Tetapi yang terjadi kini
adalah sama sekali tidak seperti yang dibayangkannya waktu itu. Yang terjadi,
Tanah Perdikan Menoreh kini menjadi abu setelah terbakar oleh api peperangan di
antara keluarga sendiri.
Dan Ki Argajaya yang sedang
merenung itu kemudian mendengar suara Ki Argapati, “Argajaya, apakah kau
merasakan semuanya itu kini?”
Argajaya mengangguk perlahan,
“Ya, Kakang. Aku merasakan kini. Dan aku tidak ingkar, bahwa aku telah ikut
membakar Tanah Perdikan Menoreh apa pun alasanku. Karena itu, sekarang Kakang
dapat menjatuhkan keputusan, apakah aku akan digantung, atau dipancung atau
dipicis sekalipun.”
Ki Argapati mengerutkan
alisnya. Katanya, “Kau masih seperti dulu. Apakah kau tidak dapat menanggapi
keadaan ini dengan cara yang lain-lain. Apakah kau masih saja mengeraskan
hatimu meskipun kau sudah melihat sendiri Tanah Perdikan ini terbakar menjadi
abu?”
Ki Argajaya mengangkat
wajahnya. Sorot matanya memancarkan pertanyaan yang tersimpan di dalam hatinya
atas kata-kata kakaknya.
“Argajaya,” berkata Ki
Argapati kemudian, “kalau kau masih berkeras hati, maka harapanku untuk
membangun Tanah ini akan lenyap sama sekali. Aku sendiri bukan orang yang dapat
menahan diri dan bersabar menghadapi persoalan-persoalan yang berat. Apalagi
dalam keadaanku sekarang. Karena itu, aku harap kau dapat mengerti maksudku.
Aku pun tidak akan dapat merendahkan diri, mohon kepadamu agar kau sudi
membantu aku, seperti kau tidak akan mengatakan kepadaku, bahwa kau merasa
bersalah, kemudian minta agar kesalahan itu diampuni dan mendapat kesempatan
untuk hidup. Tidak.
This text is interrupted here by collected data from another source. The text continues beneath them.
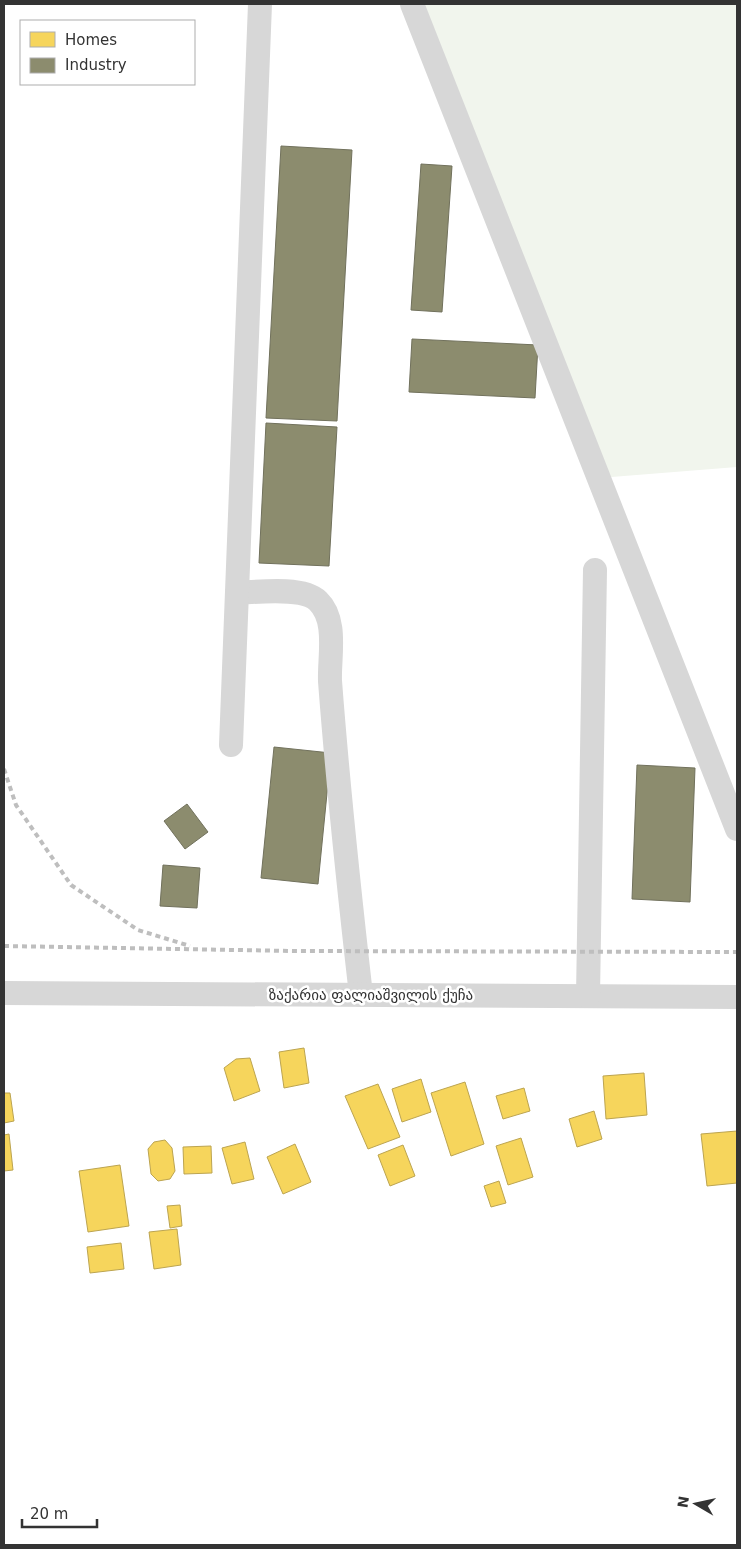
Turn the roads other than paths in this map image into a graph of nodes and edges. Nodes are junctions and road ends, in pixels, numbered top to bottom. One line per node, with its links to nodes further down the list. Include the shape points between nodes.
1 (260, 4): 4 (street)
2 (412, 4): 6 (street)
3 (595, 570): 9 (street)
4 (237, 593): 5 (street); 8 (street, via 296,592 318,600 330,619 335,748)
5 (231, 745)
6 (737, 829)
7 (4, 993): 8 (street, ზაქარია ფალიაშვილის ქუჩა)
8 (361, 995): 9 (street, ზაქარია ფალიაშვილის ქუჩა)
9 (588, 996): 10 (street, ზაქარია ფალიაშვილის ქუჩა)
10 (737, 997)

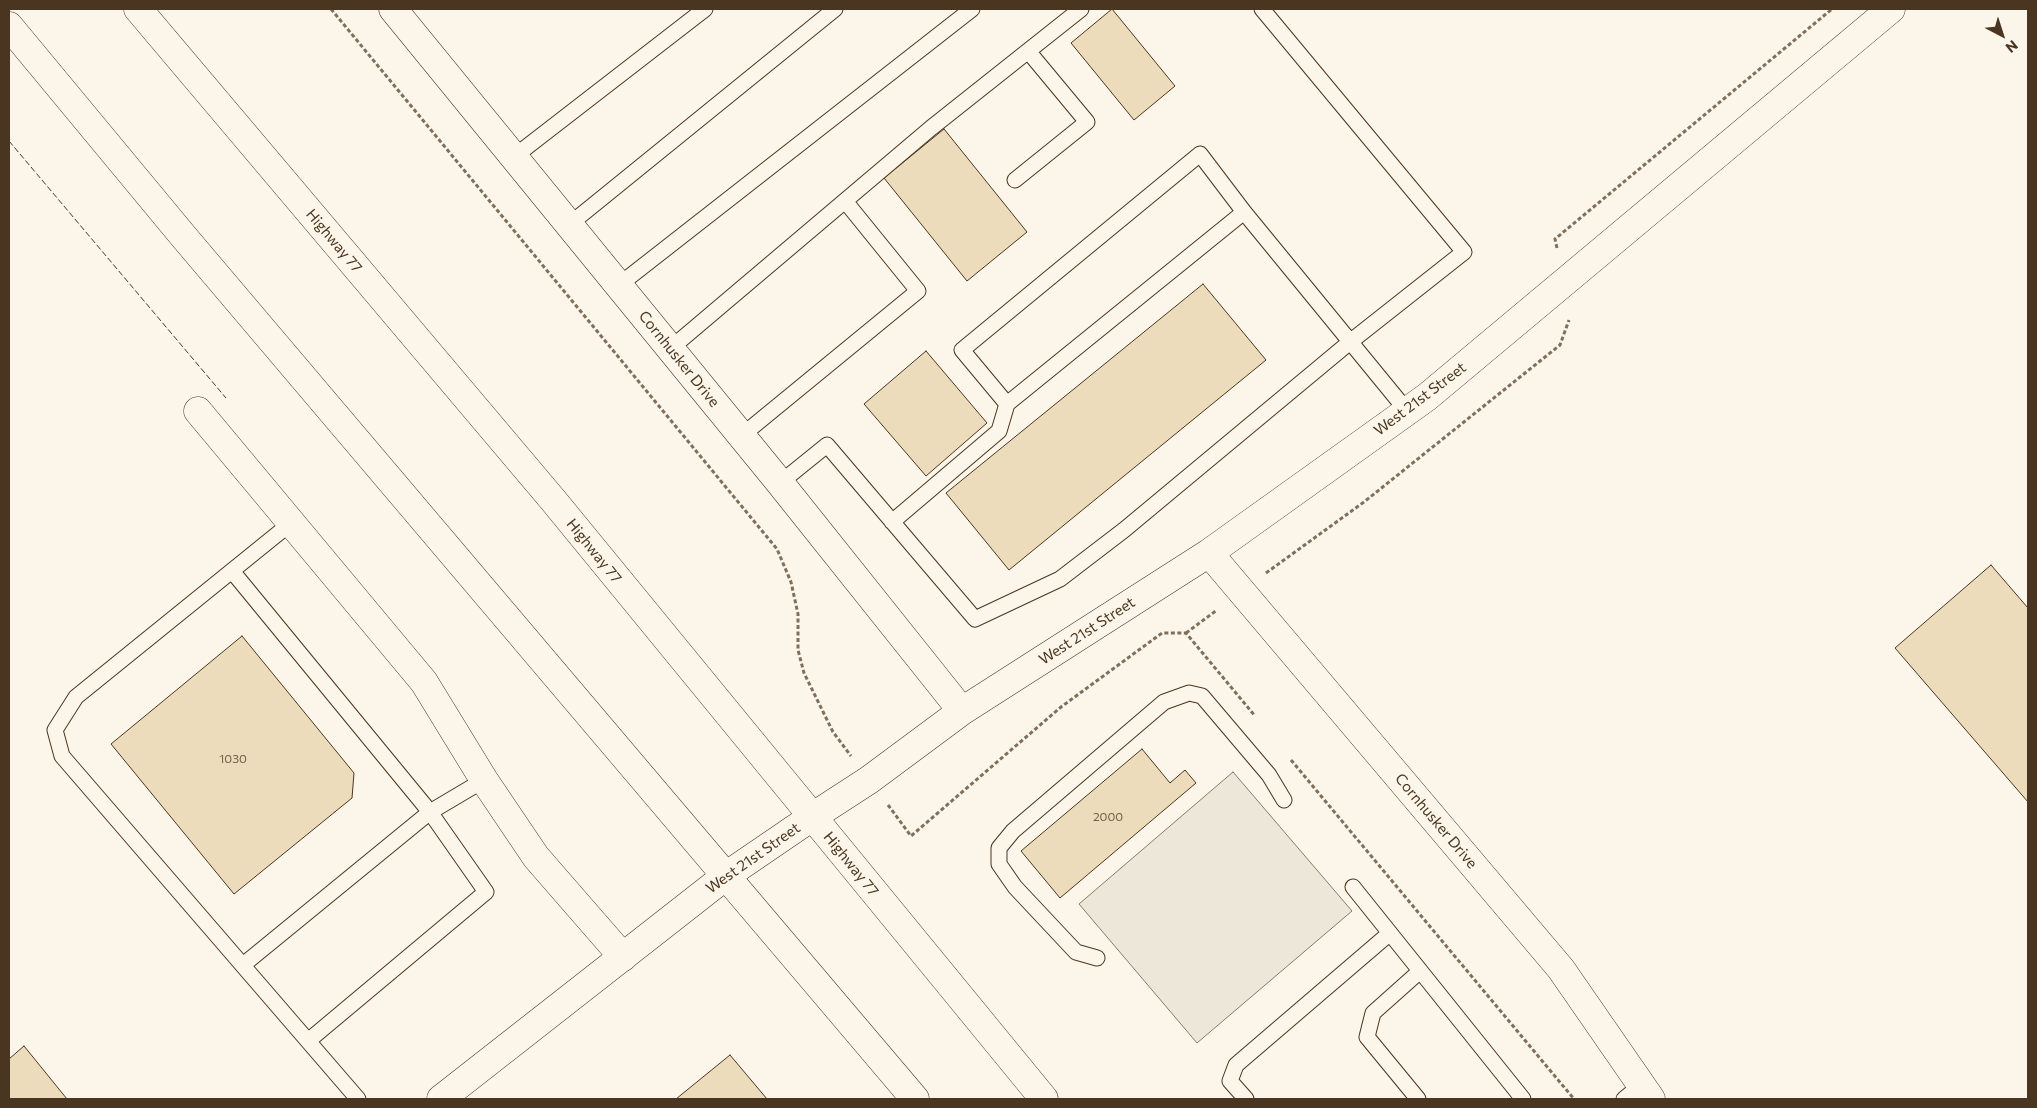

Kau tidak mau dan aku pun tidak, karena kita masing-masing
adalah orang-orang yang berhati batu.”
Dada Ki Argajaya tiba-tiba
menjadi berdebar-debar. Dan ia mendengar Ki Argapati berkata seterusnya, “Kau
merasa lebih jantan apabila kau digantung atau dipacung di alun-alun, sehingga
karena itu kau menantang aku untuk melakukannya.” Argapati berhenti sejenak,
lalu, “Argajaya. Kalau aku menuruti perasaanku, aku cenderung untuk memenuhi
tantanganmu. Tetapi dengan demikian aku tidak berhasil mengatasi persoalan di
antara kita sendiri dengan cara yang baik. Yang aku inginkan, kita dapat
membangun Tanah yang sudah menjadi abu ini. Tentu saja dengan ikhlas.”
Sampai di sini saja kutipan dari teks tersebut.